Ray Menard, executive director of Cheetah Development in Hastings, Minn., takes adage about teaching a man to fish rather than giving him a fish one step further. “Show him how to sell fish and he will eat steak”, says the Cheetah website.
When Menard visited Africa in 2008, he came to the realization that traditional aid to developing countries, while well intentioned, wasn’t working. He describes what he saw in Tanzania as “broken links in the economic chain” of that country. For example, small farmers were growing a lot of food, but there was a breakdown in the system of transporting it to market and selling it.
Originally educated as a biochemist, Menard has been involved in business development and consulting for nearly 30 years.

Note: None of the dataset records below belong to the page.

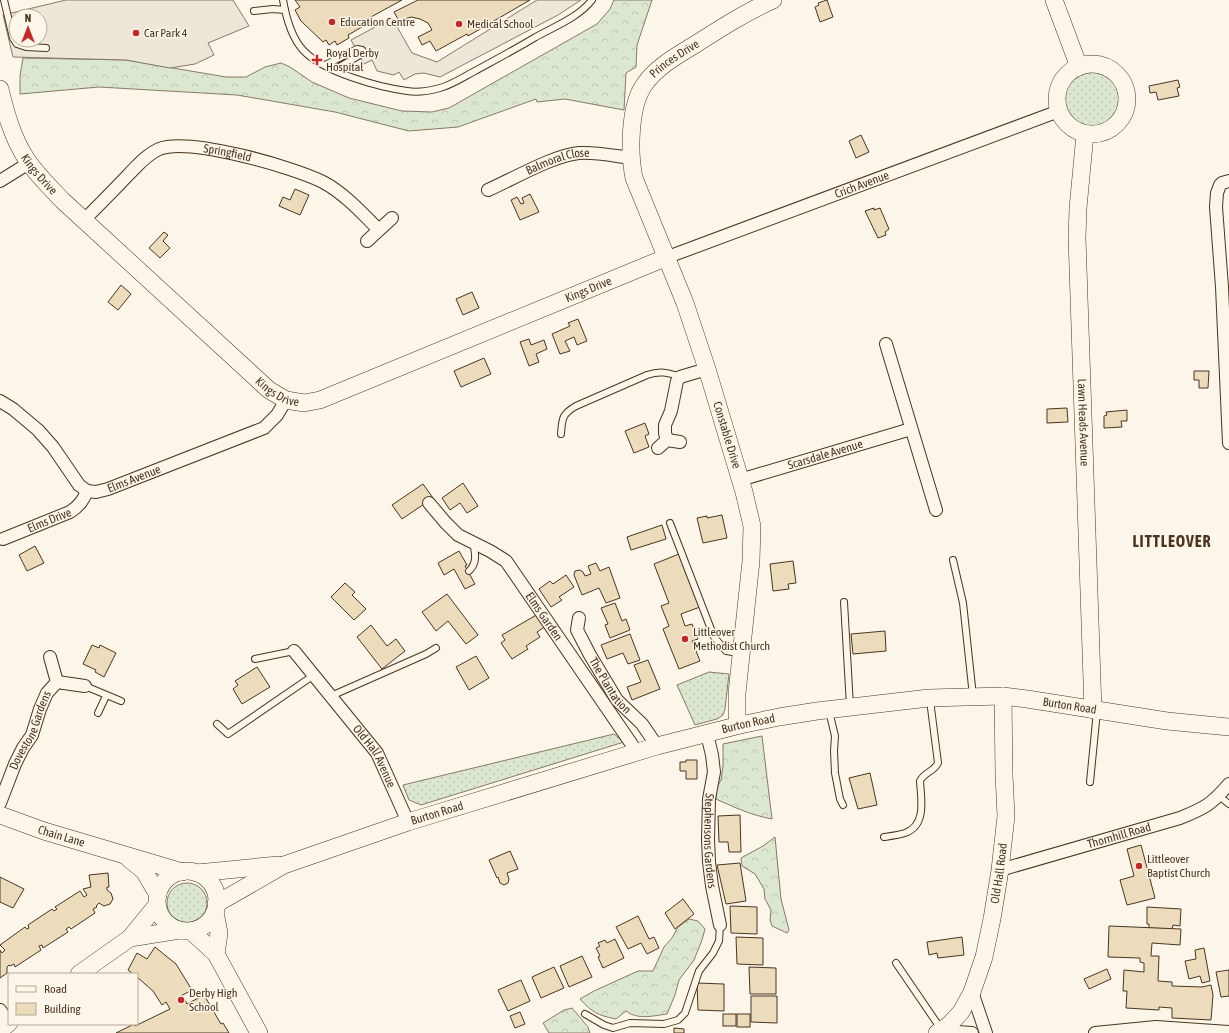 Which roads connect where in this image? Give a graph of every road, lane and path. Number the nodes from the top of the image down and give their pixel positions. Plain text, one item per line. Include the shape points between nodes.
1 (283, 0) edge
2 (592, 0) edge
3 (773, 0) edge
4 (1054, 0) edge
5 (3, 3) edge
6 (285, 10) junction
7 (254, 11) dead end
8 (8, 20) edge
9 (324, 65) junction
10 (1079, 67) junction
11 (334, 70) junction
12 (0, 89) edge
13 (1059, 111) junction
14 (1085, 134) junction
15 (631, 158) junction
16 (29, 163) junction
17 (0, 181) edge
18 (1226, 182) edge
19 (488, 190) dead end
20 (392, 218) dead end
21 (84, 220) junction
22 (378, 229) junction
23 (367, 241) dead end
24 (665, 258) junction
25 (886, 344) dead end
26 (707, 369) junction
27 (1228, 376) edge
28 (680, 377) junction
29 (286, 400) junction
30 (0, 401) edge
31 (911, 429) junction
32 (560, 434) dead end
33 (667, 440) junction
34 (680, 442) dead end
35 (1229, 443) edge
36 (658, 448) dead end
37 (740, 480) junction
38 (87, 491) junction
39 (429, 503) dead end
40 (936, 510) dead end
41 (670, 523) dead end
42 (3, 539) dead end
43 (473, 542) junction
44 (953, 560) dead end
45 (469, 571) dead end
46 (844, 602) dead end
47 (580, 618) dead end
48 (436, 648) dead end
49 (294, 651) joint
50 (742, 654) junction
51 (50, 657) dead end
52 (255, 659) dead end
53 (314, 675) junction
54 (57, 682) junction
55 (85, 686) joint
56 (106, 696) junction
57 (331, 696) junction
58 (972, 696) junction
59 (1003, 696) junction
60 (929, 698) junction
61 (122, 701) dead end
62 (850, 707) junction
63 (829, 709) junction
64 (1095, 710) junction
65 (98, 713) dead end
66 (217, 724) dead end
67 (740, 725) junction
68 (1229, 727) edge
69 (707, 734) junction
70 (657, 746) junction
71 (637, 752) junction
72 (1090, 782) dead end
73 (1229, 784) edge
74 (1219, 796) junction
75 (0, 803) edge
76 (1229, 804) edge
77 (843, 805) dead end
78 (0, 815) edge
79 (408, 822) junction
80 (884, 837) dead end
81 (124, 856) junction
82 (284, 864) junction
83 (1000, 870) junction
84 (190, 873) junction
85 (158, 900) junction
86 (216, 908) junction
87 (720, 925) joint
88 (185, 930) junction
89 (130, 938) junction
90 (216, 954) junction
91 (896, 963) dead end
92 (80, 973) edge
93 (972, 992) junction
94 (0, 1010) edge
95 (585, 1014) dead end
96 (8, 1022) edge
97 (8, 1024) edge
98 (0, 1030) edge
99 (939, 1032) edge
100 (1229, 1032) edge
101 (259, 1033) edge
102 (972, 1033) edge
103 (986, 1033) edge
104 (1095, 1033) edge

1 - 6 lane
2 - 11 lane via 576,15 505,56 442,88 422,92 408,91 359,80
3 - 15 street, Princes Drive via 751,10 686,50 661,67 645,83 636,106
4 - 10 street
5 - 8 lane
6 - 7 lane
6 - 9 lane via 302,50
9 - 11 lane
9 - 11 lane via 358,49 362,50 360,55
10 - 13 street via 1061,82 1057,99
10 - 14 street via 1100,65 1115,71 1124,83 1127,98 1117,124 1104,133
12 - 16 street, Kings Drive via 18,146
13 - 14 street via 1069,126
13 - 24 street, Crich Avenue
14 - 64 street, Lawn Heads Avenue via 1077,238
15 - 19 street, Balmoral Close via 578,153 548,162
15 - 24 street, Constable Drive via 634,178
16 - 17 street
16 - 21 street, Kings Drive
18 - 27 street via 1217,193 1216,207
20 - 22 street
21 - 22 street, Springfield via 146,156 159,149 175,146 209,149 253,158 277,164 323,182 358,208
21 - 29 street, Kings Drive via 269,390
22 - 23 street
24 - 26 street, Constable Drive
24 - 29 street, Kings Drive via 320,400 304,403
25 - 31 street
26 - 28 street
26 - 37 street, Constable Drive
27 - 35 street
28 - 32 lane via 656,372 576,406 564,414
28 - 33 street via 675,386 671,411 665,424
29 - 38 street, Elms Avenue via 277,415 264,428 108,489
30 - 38 street via 38,430 79,485
31 - 37 street, Scarsdale Avenue
31 - 40 street
33 - 34 street
33 - 36 street
37 - 50 street, Constable Drive via 752,526
38 - 42 street, Elms Drive via 78,507 70,512
39 - 43 street, Elms Garden via 451,528
41 - 50 lane via 714,637 726,651
43 - 45 lane via 475,561
43 - 71 street, Elms Garden via 506,561
44 - 58 lane via 963,603
46 - 62 lane
47 - 70 street, The Plantation via 577,630 607,684 617,700 642,724
48 - 57 lane
49 - 52 lane
49 - 53 street, Old Hall Avenue
50 - 67 street, Constable Drive via 737,693 737,716
51 - 54 street, Dovestone Gardens
53 - 57 street, Old Hall Avenue
53 - 66 lane via 228,734
54 - 55 street, Dovestone Gardens
54 - 75 street, Dovestone Gardens via 47,693 32,735 15,764
55 - 56 lane, Dovestone Gardens
56 - 61 lane, Dovestone Gardens
56 - 65 lane
57 - 79 street, Old Hall Avenue via 377,754
58 - 59 street, Burton Road
58 - 60 street, Burton Road
59 - 64 street, Burton Road
59 - 83 street, Old Hall Road via 1006,816
60 - 62 street, Burton Road
60 - 80 lane via 938,763 920,781 920,819 911,830
62 - 63 street, Burton Road
63 - 67 street, Burton Road
63 - 77 lane via 835,736 835,773
64 - 68 street, Burton Road
64 - 72 lane
67 - 69 street, Burton Road
69 - 70 street, Burton Road
69 - 87 street, Stephensons Gardens via 714,772 709,799 708,847
70 - 71 street, Burton Road
71 - 79 street, Burton Road
73 - 74 street, Thornhill Road
74 - 76 lane
74 - 83 street, Thornhill Road via 1200,811 1180,818
78 - 81 street, Chain Lane
79 - 82 street, Burton Road
81 - 84 street, Chain Lane
81 - 85 street, Chain Lane via 144,871
82 - 84 street, Burton Road
82 - 86 street, Burton Road
83 - 93 street, Old Hall Road via 984,957
84 - 85 street via 174,875 166,880 161,887
84 - 86 street via 207,879 214,887
85 - 88 street via 161,916 169,925
85 - 89 street
86 - 88 street via 211,919 202,927
86 - 90 street via 219,933
87 - 95 lane via 719,941 699,971 685,1013 678,1020 664,1024 630,1023 613,1028
88 - 89 street
88 - 90 street
89 - 92 street
90 - 101 street
91 - 99 lane
93 - 99 street, Old Hall Road via 961,1012
93 - 103 street
94 - 96 street
97 - 98 street
99 - 102 street
100 - 104 street via 1156,1027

After Sept. 11, 2001, he was instrumental in the effort to design a system for the logistics and security of hauling debris away from the World Trade Center site.

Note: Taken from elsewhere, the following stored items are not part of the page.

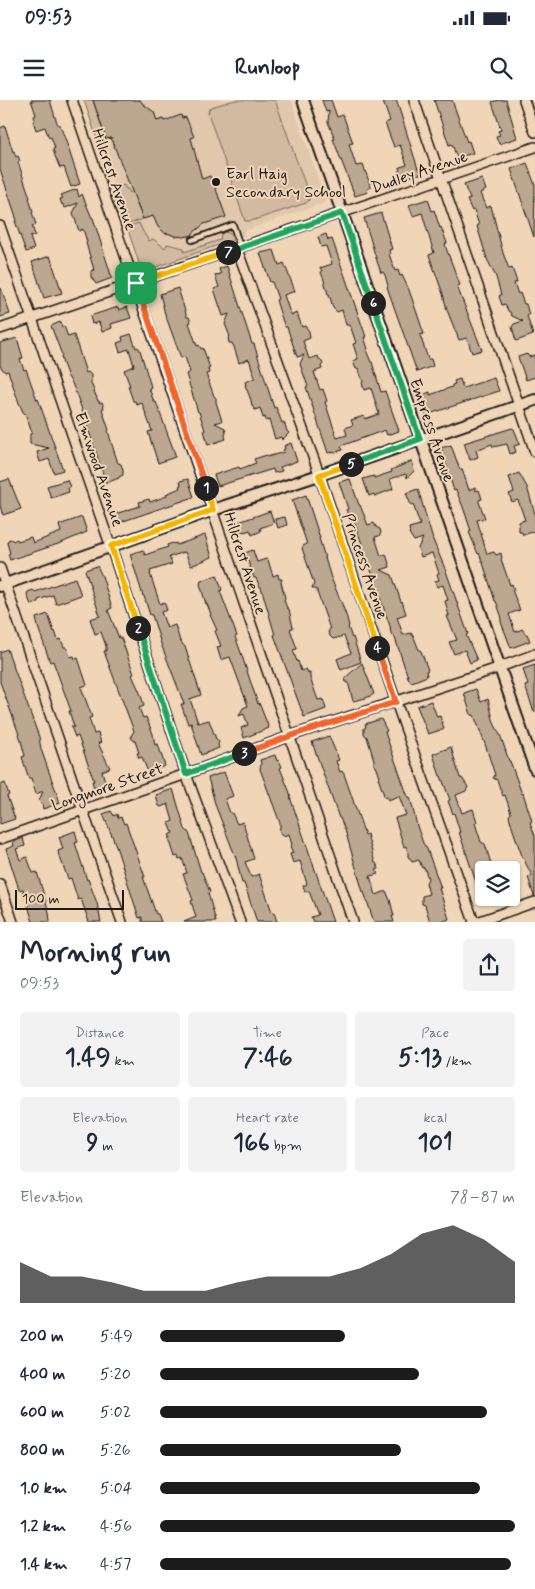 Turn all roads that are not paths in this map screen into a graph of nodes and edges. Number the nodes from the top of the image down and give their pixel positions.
1 (72, 100) edge
2 (303, 100) edge
3 (414, 100) edge
4 (524, 100) edge
5 (535, 132) edge
6 (535, 147) edge
7 (441, 179) junction
8 (342, 213) junction
9 (0, 226) edge
10 (192, 240) dead end
11 (239, 248) junction
12 (136, 283) junction
13 (32, 317) junction
14 (0, 330) edge
15 (535, 400) edge
16 (519, 405) junction
17 (420, 439) junction
18 (535, 452) edge
19 (319, 475) junction
20 (213, 510) junction
21 (111, 546) junction
22 (0, 568) edge
23 (3, 585) edge
24 (535, 654) edge
25 (500, 667) junction
26 (396, 702) junction
27 (289, 737) junction
28 (535, 769) edge
29 (186, 774) junction
30 (82, 810) junction
31 (0, 838) edge
32 (0, 884) edge
33 (535, 902) edge
34 (13, 922) edge
35 (122, 922) edge
36 (240, 922) edge
37 (353, 922) edge
38 (475, 922) edge

1 - 12 street, Hillcrest Avenue
2 - 8 street, Empress Avenue
3 - 7 street
4 - 5 street
6 - 7 street, Dudley Avenue
7 - 8 street, Dudley Avenue
7 - 16 street
8 - 11 street, Dudley Avenue
8 - 17 street, Empress Avenue
9 - 13 street, Elmwood Avenue
10 - 11 lane
11 - 12 street, Dudley Avenue
11 - 19 street, Princess Avenue
12 - 13 street, Dudley Avenue
12 - 20 street, Hillcrest Avenue
13 - 14 street, Dudley Avenue
13 - 21 street, Elmwood Avenue
15 - 16 street
16 - 17 street
16 - 18 street
17 - 19 street
17 - 25 street, Empress Avenue
19 - 20 street
19 - 26 street, Princess Avenue
20 - 21 street
20 - 27 street, Hillcrest Avenue
21 - 23 street
21 - 29 street, Elmwood Avenue
22 - 23 street
23 - 30 street
24 - 25 street, Longmore Street
25 - 26 street, Longmore Street
25 - 28 street, Empress Avenue
26 - 27 street, Longmore Street
26 - 38 street, Princess Avenue
27 - 29 street, Longmore Street
27 - 37 street, Hillcrest Avenue
29 - 30 street, Longmore Street
29 - 36 street, Elmwood Avenue
30 - 31 street, Longmore Street
30 - 35 street
32 - 34 street
33 - 38 street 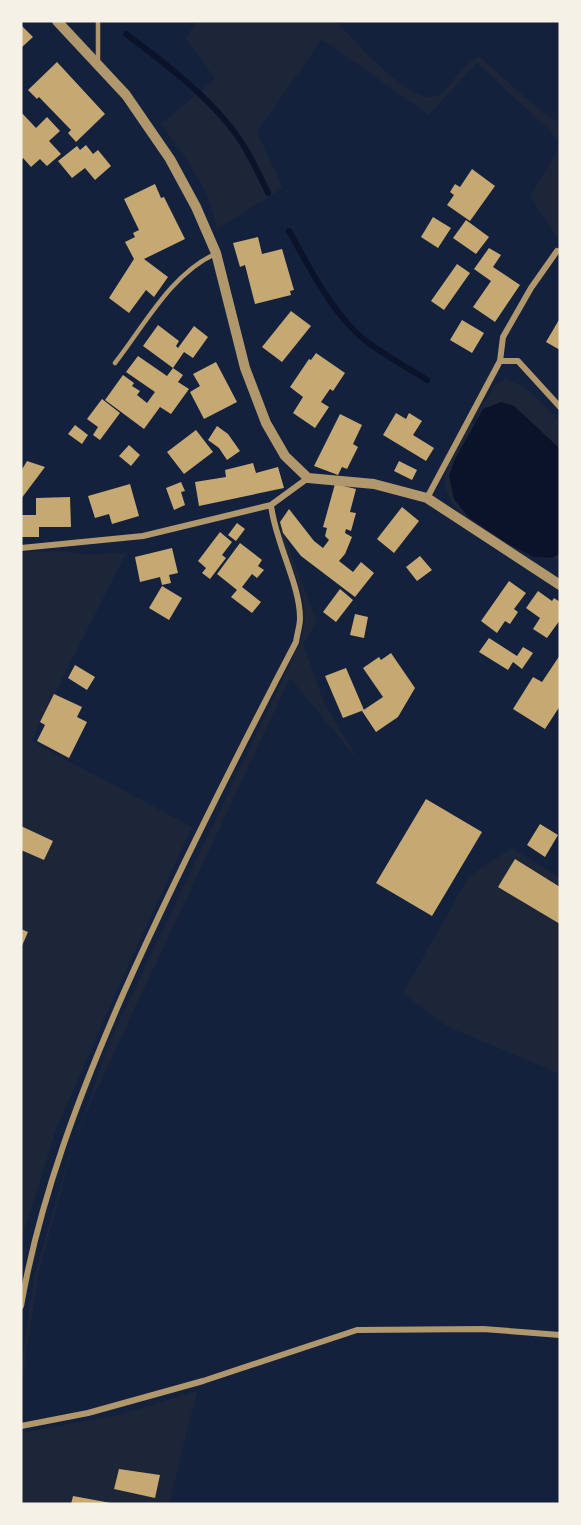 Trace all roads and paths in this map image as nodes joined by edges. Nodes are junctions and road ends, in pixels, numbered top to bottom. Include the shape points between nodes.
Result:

While in Africa, Menard realized that business development is the key to success for developing countries. “It’s Development 101,” he says. He started up Cheetah Development, a non-profit company here in Minnesota that invests in small- to mid-sized for-profit business ventures in Africa.
“There is a better way than handouts,” says Menard. “What we’re doing is helping them unlock their own resources, so they can feed themselves, clothe themselves and send their own kids to school.”
Discipline and profit
Cheetah Development is based on the premise that the discipline required to turn a profit will help these business owners develop the skills necessary for long-term success. Menard sees a gap between existing large-scale venture capital and microfinance in the developing world. He calls this “the missing middle” and believes this is where investment capital is most needed. Cheetah’s projects will focus on the $5,000 to $500,000 range of business size.
Cheetah has already begun a handful of projects in Tanzania, mostly involving transportation, preservation and distribution of foods. The most visible of these so far is the bicycle project.
In Tanzania, bikes are used for far more than transporting people – they are trucks for moving goods. Farmers add structure to the frame of an ordinary bike and pile on hundreds of pounds of food and other items to transport to market. Sometimes they get so heavy that they can’t even be ridden and are used as something like a wheelbarrow. Regular bicycles aren’t built for this kind of stress and often break.
In keeping with its philosophy, Cheetah Development is planning to build a bike factory in Tanzania that will build ultra-heavy duty bicycles, specifically designed for use by farmers that will bear loads up to 1,000 pounds.
Cheetah has put together a design team of Twin Cities engineers and marketing people from various fields that have volunteered their time and expertise to build a prototype bike as well as design the new factory in Tanzania.
Pam Saylor, a sales manager for Kurt Kinetic, a manufacturer of parts for the bicycle industry, will be in charge of sales. Design and construction of the prototype is being done by Bob Brown, owner of Bob Brown Cycles, a St. Paul custom-frame bike company, Lloyd Keleny, part of the original Rollerblade engineering team, Mark Stonich, owner of Bikesmith Design and Fabrication in Minneapolis, and John Hehre, president and CEO of Creative Processes, Inc. They’ve been working since last spring to build a prototype bike.
Menard hopes to have the first factory in Tanzania up and running in the first quarter of 2011. The factory will be sized based on pre-orders, but he hopes to build several thousand bikes in the first year of production. He’s currently raising money for that effort and for the other projects that are underway.
Menard uses the word catalyst from his biochemistry days — something that facilitates a reaction without getting used up by the reaction — to describe Cheetah Development’s role. He thinks the economic challenges of sub-Saharan Africa present enormous opportunities for investment in the people who live there. Cheetah Development is in the business of teaching fishing (business-building) to the people of Africa to give them the skills to change their own lives.